* INSTRUCTIONS FOR THE TASK:
Among the lines below, a stretch begins at the one with "auto F=[&](const char*" and ends at the one with "auto I=[&](const char*". Repeat that stretch exactly, ends included.
+ + + + +
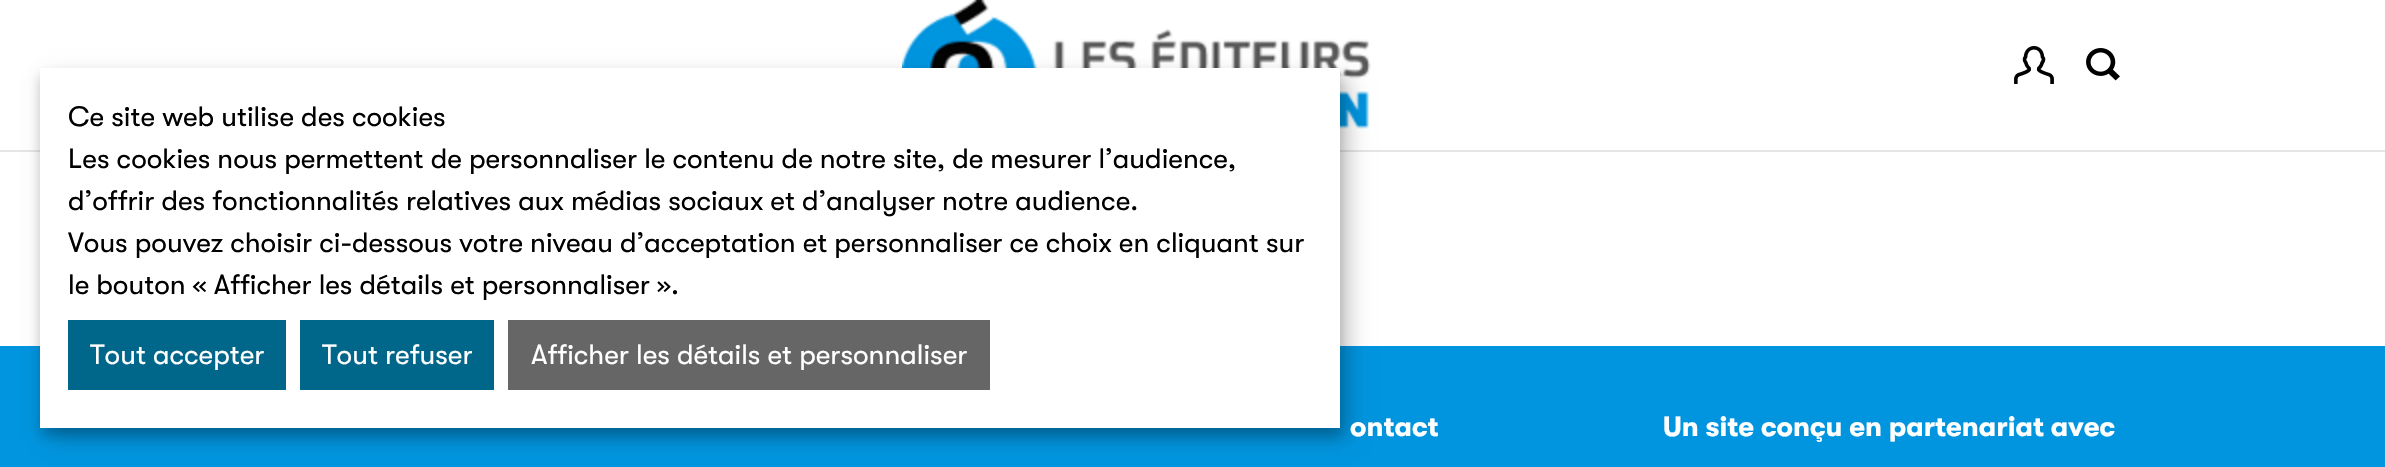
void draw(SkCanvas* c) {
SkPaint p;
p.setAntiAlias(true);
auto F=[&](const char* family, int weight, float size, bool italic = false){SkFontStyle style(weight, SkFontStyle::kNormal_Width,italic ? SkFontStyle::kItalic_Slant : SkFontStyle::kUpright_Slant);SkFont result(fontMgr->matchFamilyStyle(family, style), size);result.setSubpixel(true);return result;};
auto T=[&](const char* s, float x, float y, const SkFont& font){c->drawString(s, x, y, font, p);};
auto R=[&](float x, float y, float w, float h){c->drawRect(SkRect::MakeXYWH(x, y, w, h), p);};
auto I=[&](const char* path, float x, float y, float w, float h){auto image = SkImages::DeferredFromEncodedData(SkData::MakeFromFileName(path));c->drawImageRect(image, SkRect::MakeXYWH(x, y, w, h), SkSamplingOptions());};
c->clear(0xffffffff);
p.setColor(0xffe5e5e5);
R(0,150,2385,2);
I("1.png",902,0,469,150);
I("2.png",2014,46,40,38);
I("3.png",2086,48,34,33);
p.setColor(0xff0195df);
R(0,346,2385,121);
p.setColor(0x30000000);
p.setMaskFilter(SkMaskFilter::MakeBlur(kNormal_SkBlurStyle, 10));
c->drawRect(SkRect::MakeXYWH(50,78,1300,360),p);
p.setMaskFilter(nullptr);
p.setColor(0x33000000);
p.setMaskFilter(SkMaskFilter::MakeBlur(kNormal_SkBlurStyle, 6));
c->drawRect(SkRect::MakeXYWH(40,76,1300,360),p);
p.setMaskFilter(nullptr);
p.setColor(0xffffffff);
R(40,68,1300,360);
auto f1 = F("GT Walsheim",400,28);
p.setColor(0xff000000);
T("Ce site web utilise des cookies",68,126,f1);
T("Les cookies nous permettent de personnaliser le contenu de notre site, de mesurer l’audience,",68,168,f1);
T("d’offrir des fonctionnalités relatives aux médias sociaux et d’analyser notre audience.",68,210,f1);
T("Vous pouvez choisir ci-dessous votre niveau d’acceptation et personnaliser ce choix en cliquant sur",68,252,f1);
T("le bouton « Afficher les détails et personnaliser ».",68,294,f1);
p.setColor(0xff00668a);
R(68,320,218,70);
p.setColor(0xffffffff);
T("Tout accepter",90,364,f1);
p.setColor(0xff00668a);
R(300,320,194,70);
p.setColor(0xffffffff);
T("Tout refuser",322,364,f1);
p.setColor(0xff666666);
R(508,320,482,70);
p.setColor(0xffffffff);
T("Afficher les détails et personnaliser",531,364,f1);
auto f2 = F("GT Walsheim",700,28);
T("ontact",1350,436,f2);
T("Un site conçu en partenariat avec",1663,436,f2);
}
+ + + + +
* FINAL ANSWER:
auto F=[&](const char* family, int weight, float size, bool italic = false){SkFontStyle style(weight, SkFontStyle::kNormal_Width,italic ? SkFontStyle::kItalic_Slant : SkFontStyle::kUpright_Slant);SkFont result(fontMgr->matchFamilyStyle(family, style), size);result.setSubpixel(true);return result;};
auto T=[&](const char* s, float x, float y, const SkFont& font){c->drawString(s, x, y, font, p);};
auto R=[&](float x, float y, float w, float h){c->drawRect(SkRect::MakeXYWH(x, y, w, h), p);};
auto I=[&](const char* path, float x, float y, float w, float h){auto image = SkImages::DeferredFromEncodedData(SkData::MakeFromFileName(path));c->drawImageRect(image, SkRect::MakeXYWH(x, y, w, h), SkSamplingOptions());};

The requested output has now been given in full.